> **Exercise**
Please count the lines in the records below that include the word "Brockburn" and report only the total.

> **Material for the task**
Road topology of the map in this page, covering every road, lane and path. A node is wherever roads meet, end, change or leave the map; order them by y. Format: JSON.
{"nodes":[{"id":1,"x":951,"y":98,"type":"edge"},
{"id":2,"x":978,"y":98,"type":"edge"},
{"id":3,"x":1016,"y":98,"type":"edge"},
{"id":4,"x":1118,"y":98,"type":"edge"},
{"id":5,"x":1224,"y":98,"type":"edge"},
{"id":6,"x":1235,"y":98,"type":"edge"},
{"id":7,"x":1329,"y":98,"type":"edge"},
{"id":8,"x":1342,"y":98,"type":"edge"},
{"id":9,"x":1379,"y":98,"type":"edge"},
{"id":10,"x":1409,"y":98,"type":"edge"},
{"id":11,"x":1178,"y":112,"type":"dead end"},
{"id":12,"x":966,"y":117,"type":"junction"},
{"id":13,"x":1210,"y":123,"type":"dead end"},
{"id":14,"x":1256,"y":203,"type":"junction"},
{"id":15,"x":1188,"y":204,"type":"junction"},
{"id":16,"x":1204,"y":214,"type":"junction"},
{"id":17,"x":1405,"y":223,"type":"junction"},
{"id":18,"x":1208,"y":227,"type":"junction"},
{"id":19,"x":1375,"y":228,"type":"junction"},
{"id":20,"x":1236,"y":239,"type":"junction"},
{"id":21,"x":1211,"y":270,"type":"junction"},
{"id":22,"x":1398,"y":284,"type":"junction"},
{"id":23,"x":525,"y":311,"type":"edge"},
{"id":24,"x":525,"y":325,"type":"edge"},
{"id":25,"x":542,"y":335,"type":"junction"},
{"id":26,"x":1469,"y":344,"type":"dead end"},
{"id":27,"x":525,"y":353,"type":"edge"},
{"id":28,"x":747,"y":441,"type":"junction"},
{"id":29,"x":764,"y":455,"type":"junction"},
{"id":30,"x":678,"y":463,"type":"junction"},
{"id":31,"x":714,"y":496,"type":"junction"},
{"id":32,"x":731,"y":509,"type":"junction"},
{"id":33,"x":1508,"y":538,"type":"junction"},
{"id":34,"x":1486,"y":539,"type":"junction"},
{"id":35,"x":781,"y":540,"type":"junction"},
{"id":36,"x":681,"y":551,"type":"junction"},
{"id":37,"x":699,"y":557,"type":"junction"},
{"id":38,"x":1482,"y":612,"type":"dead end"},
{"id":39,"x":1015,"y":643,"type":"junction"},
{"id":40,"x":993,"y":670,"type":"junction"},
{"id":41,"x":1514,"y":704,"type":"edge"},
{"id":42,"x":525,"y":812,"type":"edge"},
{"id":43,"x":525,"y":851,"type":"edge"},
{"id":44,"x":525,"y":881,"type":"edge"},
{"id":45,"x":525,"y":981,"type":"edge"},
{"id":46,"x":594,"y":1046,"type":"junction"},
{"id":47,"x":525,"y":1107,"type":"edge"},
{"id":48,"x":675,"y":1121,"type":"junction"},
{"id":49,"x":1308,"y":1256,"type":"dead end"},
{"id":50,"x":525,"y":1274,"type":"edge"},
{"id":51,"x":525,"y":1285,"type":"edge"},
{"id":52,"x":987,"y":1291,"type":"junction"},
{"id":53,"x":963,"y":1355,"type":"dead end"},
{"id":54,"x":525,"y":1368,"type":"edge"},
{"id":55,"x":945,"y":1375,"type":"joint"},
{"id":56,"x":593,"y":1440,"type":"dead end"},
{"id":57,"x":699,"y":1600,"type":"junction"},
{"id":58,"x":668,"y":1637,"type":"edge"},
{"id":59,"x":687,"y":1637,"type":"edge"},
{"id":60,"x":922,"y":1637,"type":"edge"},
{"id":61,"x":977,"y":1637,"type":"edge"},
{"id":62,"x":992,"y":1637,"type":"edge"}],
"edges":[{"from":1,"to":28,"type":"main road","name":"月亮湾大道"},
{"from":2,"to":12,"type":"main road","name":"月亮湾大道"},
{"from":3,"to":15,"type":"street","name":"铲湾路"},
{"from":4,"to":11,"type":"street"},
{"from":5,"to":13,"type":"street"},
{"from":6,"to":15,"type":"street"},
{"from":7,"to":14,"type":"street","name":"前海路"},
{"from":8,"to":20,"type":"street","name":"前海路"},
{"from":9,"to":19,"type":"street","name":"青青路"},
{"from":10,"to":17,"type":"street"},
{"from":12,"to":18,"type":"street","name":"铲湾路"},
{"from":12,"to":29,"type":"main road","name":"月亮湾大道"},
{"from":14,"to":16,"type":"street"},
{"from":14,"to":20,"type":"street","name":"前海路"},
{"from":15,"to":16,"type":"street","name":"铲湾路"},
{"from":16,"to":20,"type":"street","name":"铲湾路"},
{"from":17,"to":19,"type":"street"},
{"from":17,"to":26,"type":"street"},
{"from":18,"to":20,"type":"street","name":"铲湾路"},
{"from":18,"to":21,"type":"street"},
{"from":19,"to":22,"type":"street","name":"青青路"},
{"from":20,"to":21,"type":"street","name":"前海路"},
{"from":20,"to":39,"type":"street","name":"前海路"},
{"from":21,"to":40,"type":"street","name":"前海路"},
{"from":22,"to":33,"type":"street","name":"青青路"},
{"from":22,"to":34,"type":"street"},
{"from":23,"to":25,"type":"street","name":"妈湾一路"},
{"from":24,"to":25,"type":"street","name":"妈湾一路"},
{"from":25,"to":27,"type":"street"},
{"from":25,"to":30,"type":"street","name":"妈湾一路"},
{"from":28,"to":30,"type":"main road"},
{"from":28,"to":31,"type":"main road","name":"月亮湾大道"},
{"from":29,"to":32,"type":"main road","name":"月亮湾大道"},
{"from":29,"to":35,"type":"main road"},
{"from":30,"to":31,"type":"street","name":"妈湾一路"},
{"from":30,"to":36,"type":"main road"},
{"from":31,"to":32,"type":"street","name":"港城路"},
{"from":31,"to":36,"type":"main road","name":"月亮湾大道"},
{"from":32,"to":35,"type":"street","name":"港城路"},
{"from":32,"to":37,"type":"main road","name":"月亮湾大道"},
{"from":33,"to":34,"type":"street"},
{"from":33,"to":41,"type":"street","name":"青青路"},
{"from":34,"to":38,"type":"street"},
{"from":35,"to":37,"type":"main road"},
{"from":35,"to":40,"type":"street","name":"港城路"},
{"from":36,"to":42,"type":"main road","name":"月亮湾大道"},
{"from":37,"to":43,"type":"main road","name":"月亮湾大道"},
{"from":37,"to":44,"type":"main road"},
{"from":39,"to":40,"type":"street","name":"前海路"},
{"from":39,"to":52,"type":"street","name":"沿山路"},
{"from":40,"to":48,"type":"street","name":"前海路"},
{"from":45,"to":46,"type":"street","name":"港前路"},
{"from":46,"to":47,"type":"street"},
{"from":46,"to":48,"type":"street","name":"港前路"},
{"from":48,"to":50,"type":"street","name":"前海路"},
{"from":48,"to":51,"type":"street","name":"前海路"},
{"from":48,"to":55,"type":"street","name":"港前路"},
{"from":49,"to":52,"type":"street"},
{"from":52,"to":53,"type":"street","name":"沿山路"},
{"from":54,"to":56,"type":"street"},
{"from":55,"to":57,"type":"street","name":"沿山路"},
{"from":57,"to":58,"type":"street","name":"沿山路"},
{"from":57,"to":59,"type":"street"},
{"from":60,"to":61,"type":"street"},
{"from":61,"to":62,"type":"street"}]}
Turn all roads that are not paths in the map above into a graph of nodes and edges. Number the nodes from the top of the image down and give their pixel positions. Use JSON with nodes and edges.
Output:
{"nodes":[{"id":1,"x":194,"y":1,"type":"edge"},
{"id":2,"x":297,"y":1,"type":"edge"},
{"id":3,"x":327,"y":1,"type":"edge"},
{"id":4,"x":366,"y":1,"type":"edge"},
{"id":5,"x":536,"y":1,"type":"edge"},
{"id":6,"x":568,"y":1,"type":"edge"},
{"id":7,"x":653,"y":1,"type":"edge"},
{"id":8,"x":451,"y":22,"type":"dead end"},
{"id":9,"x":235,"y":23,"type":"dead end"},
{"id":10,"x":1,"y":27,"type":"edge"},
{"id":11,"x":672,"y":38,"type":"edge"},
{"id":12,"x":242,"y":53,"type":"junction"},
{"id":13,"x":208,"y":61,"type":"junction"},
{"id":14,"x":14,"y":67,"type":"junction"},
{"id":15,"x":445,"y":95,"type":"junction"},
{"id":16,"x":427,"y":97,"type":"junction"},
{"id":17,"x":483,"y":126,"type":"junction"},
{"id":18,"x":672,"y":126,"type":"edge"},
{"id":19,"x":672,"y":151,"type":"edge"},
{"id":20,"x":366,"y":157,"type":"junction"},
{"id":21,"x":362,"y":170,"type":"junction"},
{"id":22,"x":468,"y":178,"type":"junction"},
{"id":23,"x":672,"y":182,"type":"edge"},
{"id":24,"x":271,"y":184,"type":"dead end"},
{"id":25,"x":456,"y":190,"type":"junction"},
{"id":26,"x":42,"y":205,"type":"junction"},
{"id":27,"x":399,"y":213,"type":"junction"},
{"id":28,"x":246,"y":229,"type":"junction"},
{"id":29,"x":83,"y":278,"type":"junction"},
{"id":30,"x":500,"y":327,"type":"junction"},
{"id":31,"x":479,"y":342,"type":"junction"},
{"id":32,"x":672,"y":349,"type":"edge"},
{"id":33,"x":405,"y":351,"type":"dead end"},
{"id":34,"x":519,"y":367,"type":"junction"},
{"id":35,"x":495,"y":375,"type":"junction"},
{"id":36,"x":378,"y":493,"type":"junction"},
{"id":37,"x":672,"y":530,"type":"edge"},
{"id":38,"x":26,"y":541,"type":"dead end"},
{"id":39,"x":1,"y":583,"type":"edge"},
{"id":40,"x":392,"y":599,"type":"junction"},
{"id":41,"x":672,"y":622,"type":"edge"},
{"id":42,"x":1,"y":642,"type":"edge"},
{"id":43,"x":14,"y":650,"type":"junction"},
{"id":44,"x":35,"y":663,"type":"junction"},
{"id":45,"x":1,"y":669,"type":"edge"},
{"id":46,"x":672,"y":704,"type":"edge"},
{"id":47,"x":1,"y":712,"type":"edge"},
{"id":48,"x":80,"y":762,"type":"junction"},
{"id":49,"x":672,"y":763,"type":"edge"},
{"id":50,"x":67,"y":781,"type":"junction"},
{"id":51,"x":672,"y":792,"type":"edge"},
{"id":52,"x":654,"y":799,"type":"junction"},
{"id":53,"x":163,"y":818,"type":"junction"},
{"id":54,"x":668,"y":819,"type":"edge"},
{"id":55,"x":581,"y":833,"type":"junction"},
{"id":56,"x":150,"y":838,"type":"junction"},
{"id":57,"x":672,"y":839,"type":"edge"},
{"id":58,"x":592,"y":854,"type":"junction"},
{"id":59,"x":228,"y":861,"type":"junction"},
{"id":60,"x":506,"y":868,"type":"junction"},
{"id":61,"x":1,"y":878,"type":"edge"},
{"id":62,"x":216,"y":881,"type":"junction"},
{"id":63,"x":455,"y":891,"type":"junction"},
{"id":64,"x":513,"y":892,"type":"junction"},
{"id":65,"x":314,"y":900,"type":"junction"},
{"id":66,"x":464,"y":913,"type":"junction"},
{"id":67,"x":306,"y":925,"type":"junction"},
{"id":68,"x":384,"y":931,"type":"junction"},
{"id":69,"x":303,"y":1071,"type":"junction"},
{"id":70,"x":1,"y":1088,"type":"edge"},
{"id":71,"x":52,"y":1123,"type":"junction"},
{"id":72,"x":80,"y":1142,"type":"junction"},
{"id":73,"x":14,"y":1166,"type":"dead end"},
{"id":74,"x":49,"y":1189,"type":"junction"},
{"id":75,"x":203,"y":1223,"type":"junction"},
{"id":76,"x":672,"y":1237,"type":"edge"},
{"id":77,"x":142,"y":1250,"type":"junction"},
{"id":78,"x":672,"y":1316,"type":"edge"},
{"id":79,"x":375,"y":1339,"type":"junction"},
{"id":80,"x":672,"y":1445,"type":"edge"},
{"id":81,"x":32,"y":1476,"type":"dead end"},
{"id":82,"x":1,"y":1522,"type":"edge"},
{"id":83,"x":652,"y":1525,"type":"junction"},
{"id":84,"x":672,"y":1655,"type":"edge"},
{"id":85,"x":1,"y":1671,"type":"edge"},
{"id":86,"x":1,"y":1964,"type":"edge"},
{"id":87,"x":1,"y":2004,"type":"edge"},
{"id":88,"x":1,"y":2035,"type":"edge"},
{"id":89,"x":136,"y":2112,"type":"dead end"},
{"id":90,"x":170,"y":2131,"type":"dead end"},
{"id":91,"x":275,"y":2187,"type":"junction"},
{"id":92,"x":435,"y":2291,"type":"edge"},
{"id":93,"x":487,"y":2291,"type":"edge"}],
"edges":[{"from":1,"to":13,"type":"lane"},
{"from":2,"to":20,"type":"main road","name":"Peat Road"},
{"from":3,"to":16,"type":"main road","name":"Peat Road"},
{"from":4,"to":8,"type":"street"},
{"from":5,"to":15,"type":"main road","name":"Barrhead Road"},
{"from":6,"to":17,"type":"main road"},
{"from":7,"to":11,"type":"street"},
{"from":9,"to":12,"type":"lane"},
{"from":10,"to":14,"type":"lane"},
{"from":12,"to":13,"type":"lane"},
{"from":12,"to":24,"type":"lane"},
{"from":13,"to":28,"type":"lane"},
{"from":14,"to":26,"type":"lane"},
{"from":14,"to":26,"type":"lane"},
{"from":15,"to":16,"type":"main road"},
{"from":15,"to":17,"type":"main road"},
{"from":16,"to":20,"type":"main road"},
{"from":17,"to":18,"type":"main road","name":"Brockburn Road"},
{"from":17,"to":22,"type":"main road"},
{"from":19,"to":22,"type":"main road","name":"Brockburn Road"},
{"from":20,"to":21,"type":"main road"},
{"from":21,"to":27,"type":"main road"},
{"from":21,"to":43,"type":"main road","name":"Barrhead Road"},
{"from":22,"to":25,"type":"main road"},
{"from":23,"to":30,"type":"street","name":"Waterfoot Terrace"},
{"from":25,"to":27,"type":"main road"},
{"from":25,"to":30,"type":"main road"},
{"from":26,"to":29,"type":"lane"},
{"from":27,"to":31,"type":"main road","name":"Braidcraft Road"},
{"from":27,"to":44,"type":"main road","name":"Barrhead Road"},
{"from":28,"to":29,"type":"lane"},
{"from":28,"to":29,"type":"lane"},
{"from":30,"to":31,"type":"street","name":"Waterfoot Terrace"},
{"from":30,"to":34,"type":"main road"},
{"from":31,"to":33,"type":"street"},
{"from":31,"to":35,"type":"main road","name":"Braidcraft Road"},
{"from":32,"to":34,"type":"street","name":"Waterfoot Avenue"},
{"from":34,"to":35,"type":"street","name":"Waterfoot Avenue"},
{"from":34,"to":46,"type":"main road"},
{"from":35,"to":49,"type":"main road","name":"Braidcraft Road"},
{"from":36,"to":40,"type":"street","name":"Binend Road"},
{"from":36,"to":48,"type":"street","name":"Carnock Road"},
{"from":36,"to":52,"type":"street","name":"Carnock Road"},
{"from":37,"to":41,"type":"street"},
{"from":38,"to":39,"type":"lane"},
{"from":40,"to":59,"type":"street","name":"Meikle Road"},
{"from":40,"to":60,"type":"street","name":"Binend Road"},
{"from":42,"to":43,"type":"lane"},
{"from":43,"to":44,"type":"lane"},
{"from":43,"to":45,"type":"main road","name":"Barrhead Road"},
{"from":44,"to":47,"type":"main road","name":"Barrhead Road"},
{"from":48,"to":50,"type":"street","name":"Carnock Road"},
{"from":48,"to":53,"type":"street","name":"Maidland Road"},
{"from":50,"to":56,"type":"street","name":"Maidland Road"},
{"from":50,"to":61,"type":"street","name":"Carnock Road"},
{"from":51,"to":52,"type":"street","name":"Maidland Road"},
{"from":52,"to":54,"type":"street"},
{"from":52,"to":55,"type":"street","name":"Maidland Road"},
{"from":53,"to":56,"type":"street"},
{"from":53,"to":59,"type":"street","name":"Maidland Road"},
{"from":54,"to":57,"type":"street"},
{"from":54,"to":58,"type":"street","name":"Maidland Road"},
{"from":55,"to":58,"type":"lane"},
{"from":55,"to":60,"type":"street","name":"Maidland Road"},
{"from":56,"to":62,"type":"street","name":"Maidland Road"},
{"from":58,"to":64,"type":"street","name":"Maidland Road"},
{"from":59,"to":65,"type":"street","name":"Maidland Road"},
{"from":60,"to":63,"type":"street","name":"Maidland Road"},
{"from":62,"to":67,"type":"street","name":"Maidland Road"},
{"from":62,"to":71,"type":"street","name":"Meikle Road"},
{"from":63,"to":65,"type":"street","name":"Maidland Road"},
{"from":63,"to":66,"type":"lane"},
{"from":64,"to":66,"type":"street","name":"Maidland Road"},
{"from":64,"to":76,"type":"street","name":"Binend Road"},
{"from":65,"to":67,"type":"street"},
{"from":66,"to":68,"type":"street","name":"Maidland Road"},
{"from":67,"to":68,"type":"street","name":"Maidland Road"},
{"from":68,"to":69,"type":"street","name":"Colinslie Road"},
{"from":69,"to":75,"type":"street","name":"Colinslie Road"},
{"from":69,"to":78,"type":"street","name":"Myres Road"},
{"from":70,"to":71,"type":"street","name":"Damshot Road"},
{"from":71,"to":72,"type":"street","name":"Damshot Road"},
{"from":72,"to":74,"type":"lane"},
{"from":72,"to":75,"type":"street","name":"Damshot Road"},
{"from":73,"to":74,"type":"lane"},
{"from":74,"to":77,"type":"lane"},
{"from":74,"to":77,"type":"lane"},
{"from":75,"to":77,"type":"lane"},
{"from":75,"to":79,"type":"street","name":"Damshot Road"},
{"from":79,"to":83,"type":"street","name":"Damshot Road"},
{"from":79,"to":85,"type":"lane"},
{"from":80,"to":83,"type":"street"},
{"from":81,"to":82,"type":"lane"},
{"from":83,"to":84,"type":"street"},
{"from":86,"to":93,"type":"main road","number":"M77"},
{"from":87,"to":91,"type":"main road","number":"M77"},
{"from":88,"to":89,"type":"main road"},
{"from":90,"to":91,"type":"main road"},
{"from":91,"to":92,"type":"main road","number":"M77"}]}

> **Response below**
2